╭─ RECORDS FOR PROCESSING
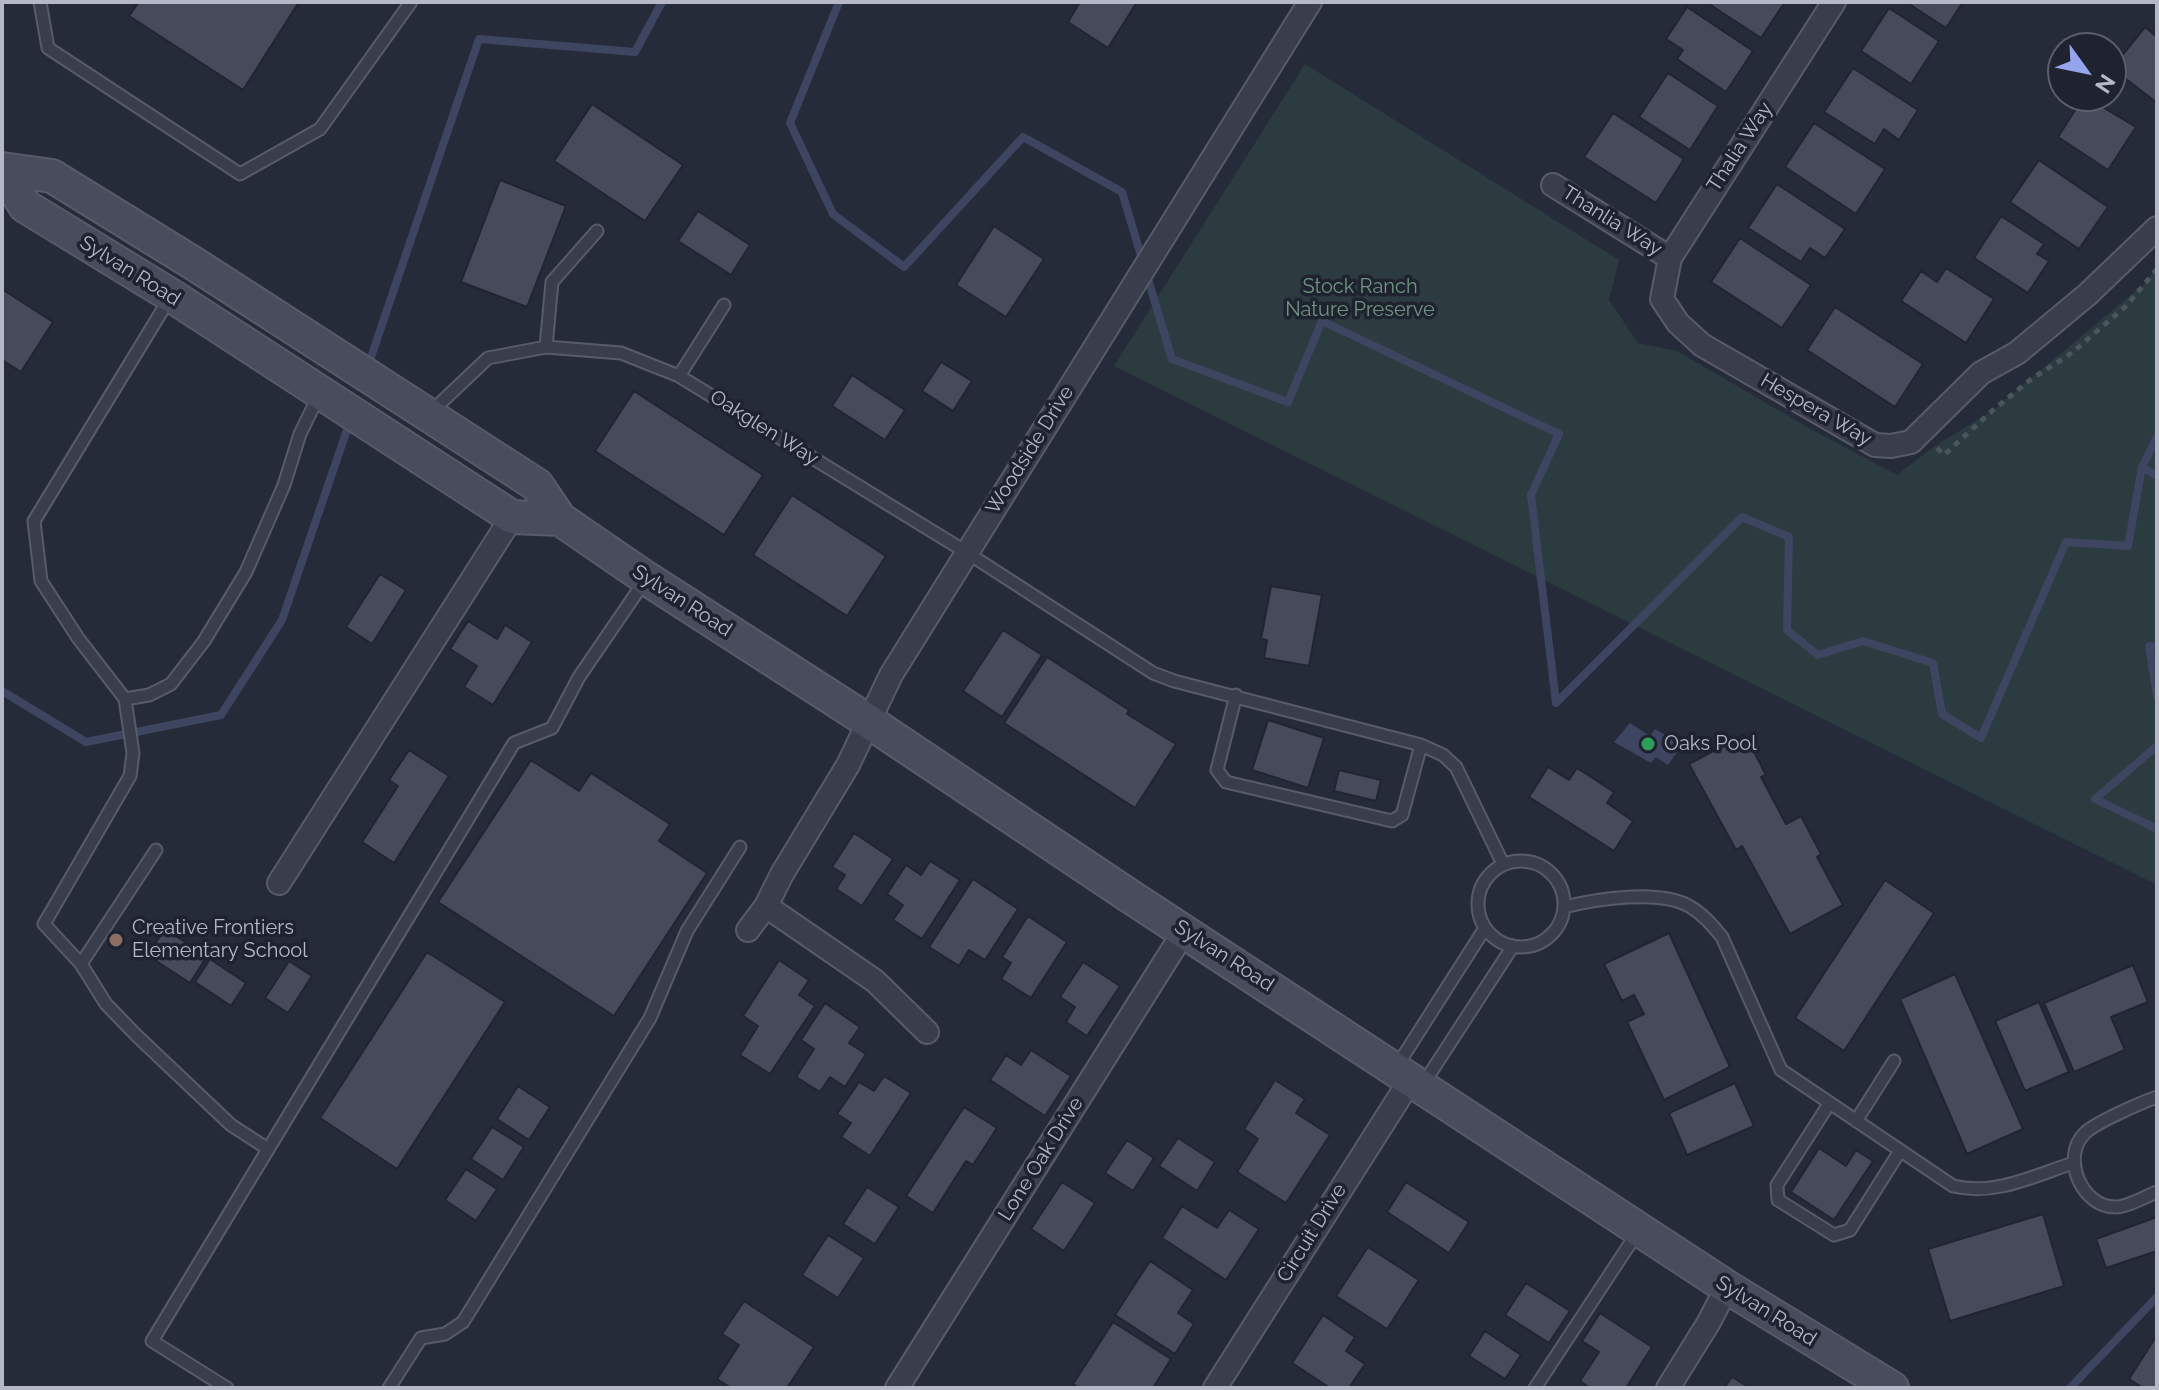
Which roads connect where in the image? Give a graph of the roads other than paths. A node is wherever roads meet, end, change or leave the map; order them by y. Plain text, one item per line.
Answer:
1 (40, 2) edge
2 (411, 2) edge
3 (1310, 2) edge
4 (1834, 2) edge
5 (2, 169) edge
6 (1553, 185) dead end
7 (2157, 228) edge
8 (597, 231) dead end
9 (1670, 258) junction
10 (172, 296) junction
11 (1662, 299) joint
12 (724, 305) dead end
13 (546, 347) junction
14 (679, 376) junction
15 (328, 399) junction
16 (427, 416) junction
17 (512, 517) junction
18 (560, 519) junction
19 (966, 552) junction
20 (646, 578) junction
21 (1236, 695) junction
22 (125, 699) junction
23 (868, 721) junction
24 (1421, 745) junction
25 (740, 847) dead end
26 (156, 850) dead end
27 (1503, 864) junction
28 (279, 883) dead end
29 (766, 906) junction
30 (1564, 907) junction
31 (1485, 928) junction
32 (748, 930) dead end
33 (1185, 930) junction
34 (1513, 946) junction
35 (81, 964) junction
36 (927, 1032) dead end
37 (1894, 1061) dead end
38 (1409, 1078) junction
39 (2157, 1097) edge
40 (1829, 1104) junction
41 (1856, 1121) junction
42 (268, 1149) junction
43 (1900, 1151) junction
44 (2073, 1163) junction
45 (2157, 1192) edge
46 (1639, 1230) junction
47 (1727, 1287) junction
48 (227, 1388) edge
49 (389, 1388) edge
50 (897, 1388) edge
51 (1215, 1388) edge
52 (1535, 1388) edge
53 (1668, 1388) edge
54 (1892, 1388) edge

1 - 2 lane
3 - 19 street, Woodside Drive
4 - 9 street, Thalia Way
5 - 10 main road, Sylvan Road
5 - 16 main road, Sylvan Road
6 - 9 street, Thanlia Way
7 - 11 street, Hespera Way
8 - 13 lane
9 - 11 street, Thalia Way
10 - 15 main road, Sylvan Road
10 - 22 lane
12 - 14 lane
13 - 14 lane, Oakglen Way
13 - 16 lane, Oakglen Way
14 - 19 lane, Oakglen Way
15 - 17 main road, Sylvan Road
15 - 22 lane
16 - 18 main road, Sylvan Road
17 - 18 main road
17 - 28 street
18 - 20 main road, Sylvan Road
19 - 21 lane, Oakglen Way
19 - 23 street, Woodside Drive
20 - 23 main road, Sylvan Road
20 - 42 lane
21 - 24 lane, Oakglen Way
21 - 24 lane
22 - 35 lane
23 - 29 street, Woodside Drive
23 - 33 main road, Sylvan Road
24 - 27 lane, Oakglen Way
25 - 49 lane
26 - 35 lane
27 - 30 lane
27 - 31 lane
29 - 32 street, Woodside Drive
29 - 36 street
30 - 34 lane
30 - 40 lane
31 - 34 lane
31 - 38 lane
33 - 38 main road, Sylvan Road
33 - 50 street, Lone Oak Drive
34 - 38 lane
35 - 42 lane
37 - 41 lane
38 - 46 main road, Sylvan Road
38 - 51 street, Circuit Drive
39 - 44 lane
40 - 41 lane
40 - 43 lane
41 - 43 lane
42 - 48 lane
43 - 44 lane
44 - 45 lane
46 - 47 main road, Sylvan Road
46 - 52 lane
47 - 53 street
47 - 54 main road, Sylvan Road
╰─
*PROBLEM TO SOLVE*: Show me every line of the entries above that holds "dead".

*REPLY TO THE TASK*:
6 (1553, 185) dead end
8 (597, 231) dead end
12 (724, 305) dead end
25 (740, 847) dead end
26 (156, 850) dead end
28 (279, 883) dead end
32 (748, 930) dead end
36 (927, 1032) dead end
37 (1894, 1061) dead end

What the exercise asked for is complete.